Marta Bastianelli è stata la migliore delle azzurre all’Omloop Het Nieuwsblad
Marta Bastianelli è stata la migliore delle azzurre

Volata scarica

Marta Bastianelli è passata nella zona mista infreddolita e livida. Consapevole di non essere al top, ha provato quello che fra gli uomini è riuscito a Ballerini: stare in gruppo fino all’ultimo e poi giocarsi la volata. La differenza l’ha fatta Anna Van der Breggen che, rispetto ad Alaphilippe e Moscon, non si è fatta riprendere.

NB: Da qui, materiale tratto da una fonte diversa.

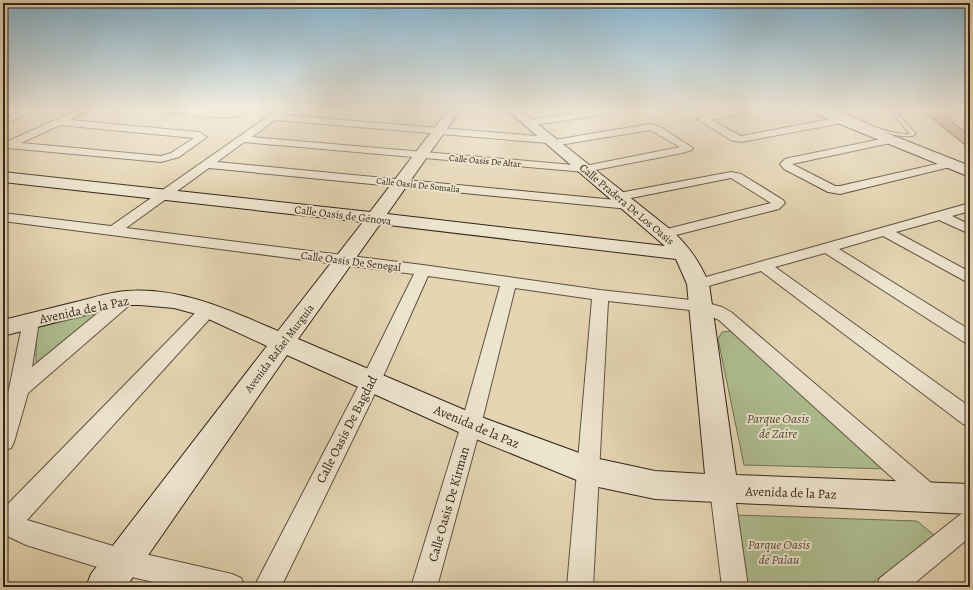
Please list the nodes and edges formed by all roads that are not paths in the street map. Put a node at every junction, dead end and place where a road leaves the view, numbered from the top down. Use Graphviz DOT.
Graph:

«Per me è andata bene ma non benissimo – dice la leader della Ale BTC Ljubljana – perché sono abituata ad altri risultati qui in Belgio. Ci accontentiamo di un sesto posto, con la consapevolezza che se fosse valsa per la vittoria, la volata avrebbe avuto un senso diverso. Credo si debba guardare oltre, per cui la prossima gara sarà la Strade Bianche e poi torneremo qui in Belgio. Mi auguro di fare bene in Toscana».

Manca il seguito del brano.